Unnamed: 0,Date,Event,Venue,Attending
0,2020-05-01,Guy J,at Spybar,9
1,2020-05-02,Attlas: Lavender God Tour,at Spybar,6
2,2020-05-02,Elrow Rowsattacks Goes to Chicago,at Radius,14


## Write a Function to Retrieve the URL for the Next Page

In [222]:
def next_page(url):
    html_page = requests.get(url) # Make a get request to retrieve the page
    soup = BeautifulSoup(html_page.content, 'html.parser') # Make some soup
    button = soup.find('a', {'ga-event-action': 'Next '})  # event container
    next_page_url = 'https://www.residentadvisor.net' + button['href']
    return next_page_url


# url = "https://www.residentadvisor.net/events"
# print(button['href'])
# next_page_url = 'https://www.residentadvisor.net' + button['href']
# print(next_page_url)
# next_page_url = button.attr('href')



#next_page(url)

#<a ga-on="click" ga-event-category="event-listings" ga-event-action="Next " href="/events/us/chicago/week/2020-05-07">Next </a>

## Scrape the Next 1000 Events for Your Area

Display the data sorted by the number of attendees.
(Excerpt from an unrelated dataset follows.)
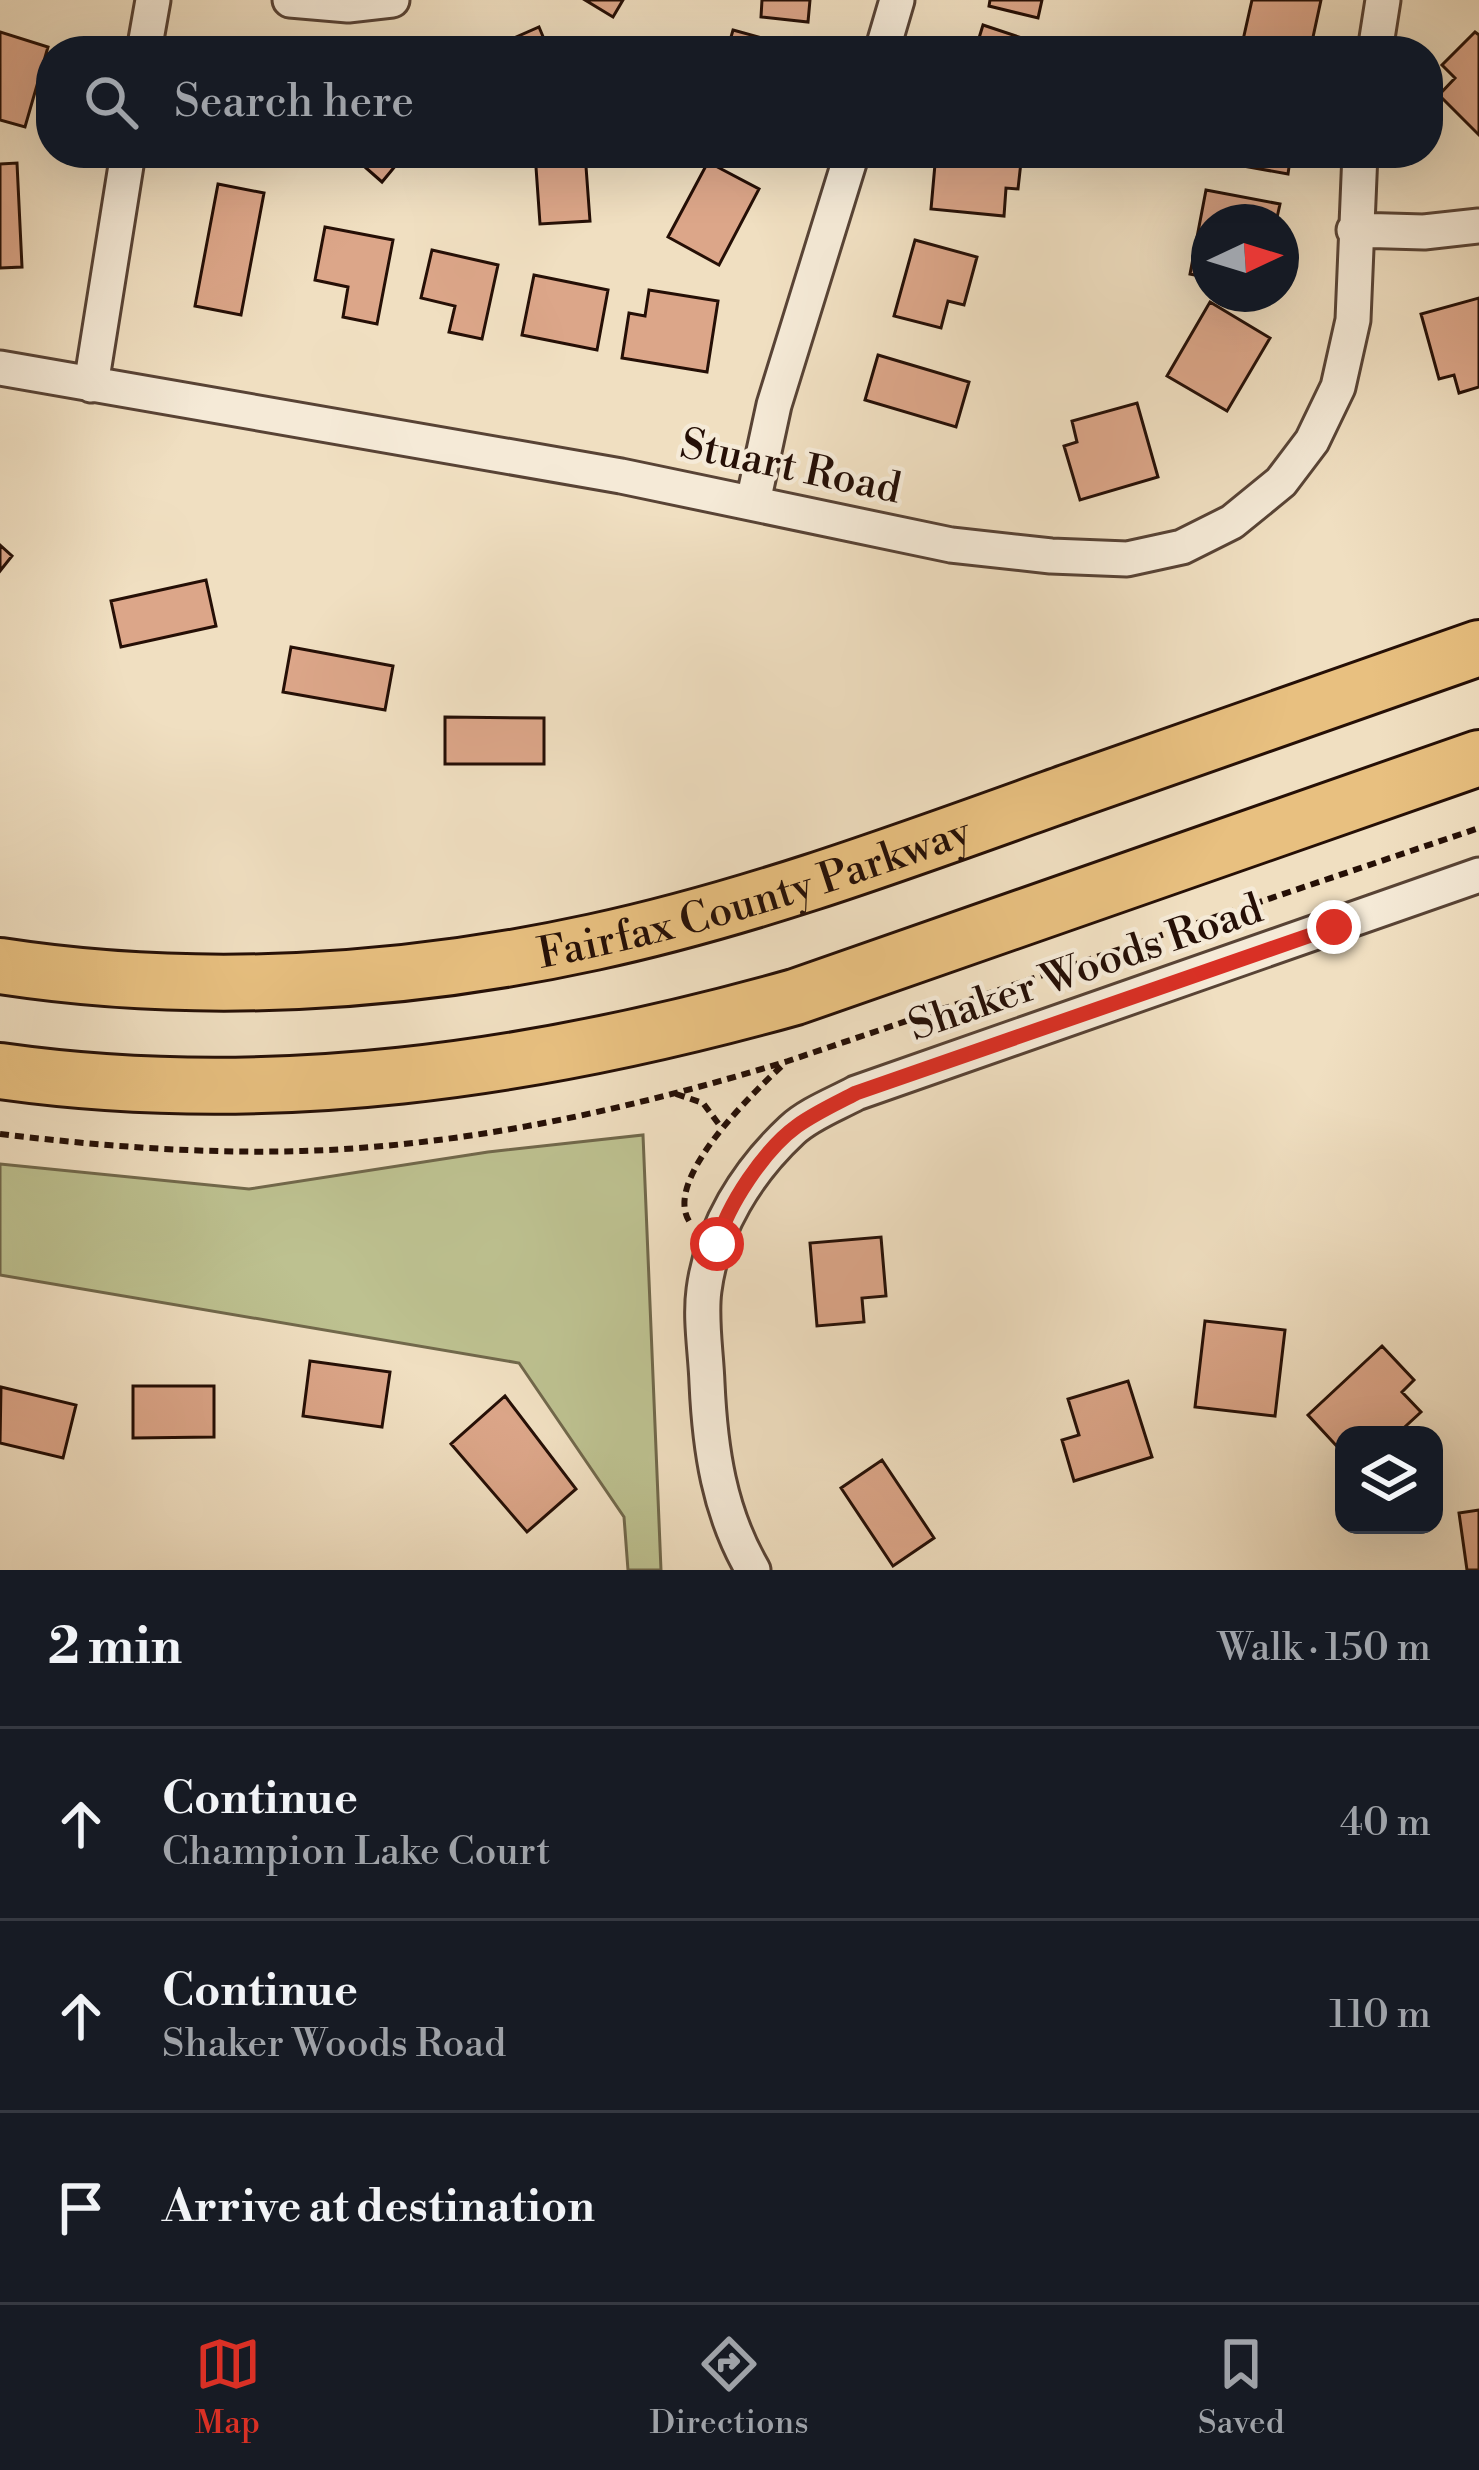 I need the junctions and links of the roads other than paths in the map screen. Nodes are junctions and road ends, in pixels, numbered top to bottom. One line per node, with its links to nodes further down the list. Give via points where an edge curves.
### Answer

If there is a tie for the number attending, sort by event date.

In [None]:
#Your code here

url = "https://www.residentadvisor.net/events"
print(url)
df = scrape_events(url)
url = next_page(url)
print(url)
done = False

while len(df) < 1000:
    try:
        new_df = scrape_events(url)
        url = next_page(url)
        print(url, len(df))
        df = pd.concat([new_df, df])
    except:
        done = True

df.index = [x for x in range(len(df))]
df = df.sort_values(by=["Attending", 'Date'], ascending=[0, 1])
df

    

https://www.residentadvisor.net/events
https://www.residentadvisor.net/events/us/chicago/week/2020-05-07
https://www.residentadvisor.net/events/us/chicago/week/2020-05-14 3
https://www.residentadvisor.net/events/us/chicago/week/2020-05-21 5
https://www.residentadvisor.net/events/us/chicago/week/2020-05-28 7
https://www.residentadvisor.net/events/us/chicago/week/2020-06-04 9
https://www.residentadvisor.net/events/us/chicago/week/2020-06-11 11
https://www.residentadvisor.net/events/us/chicago/week/2020-06-18 13
https://www.residentadvisor.net/events/us/chicago/week/2020-06-25 15
https://www.residentadvisor.net/events/us/chicago/week/2020-07-02 15
https://www.residentadvisor.net/events/us/chicago/week/2020-07-09 15
https://www.residentadvisor.net/events/us/chicago/week/2020-07-16 20
https://www.residentadvisor.net/events/us/chicago/week/2020-07-23 20
https://www.residentadvisor.net/events/us/chicago/week/2020-07-30 21
https://www.residentadvisor.net/events/us/chicago/week/2020-08-06 21
ht

## Summary 

Congratulations! In this lab, you successfully developed a pipeline to scrape a website for concert event information!

COVID-19 Cancellations!!  There are almost no events.  I could never get to 1000 this way.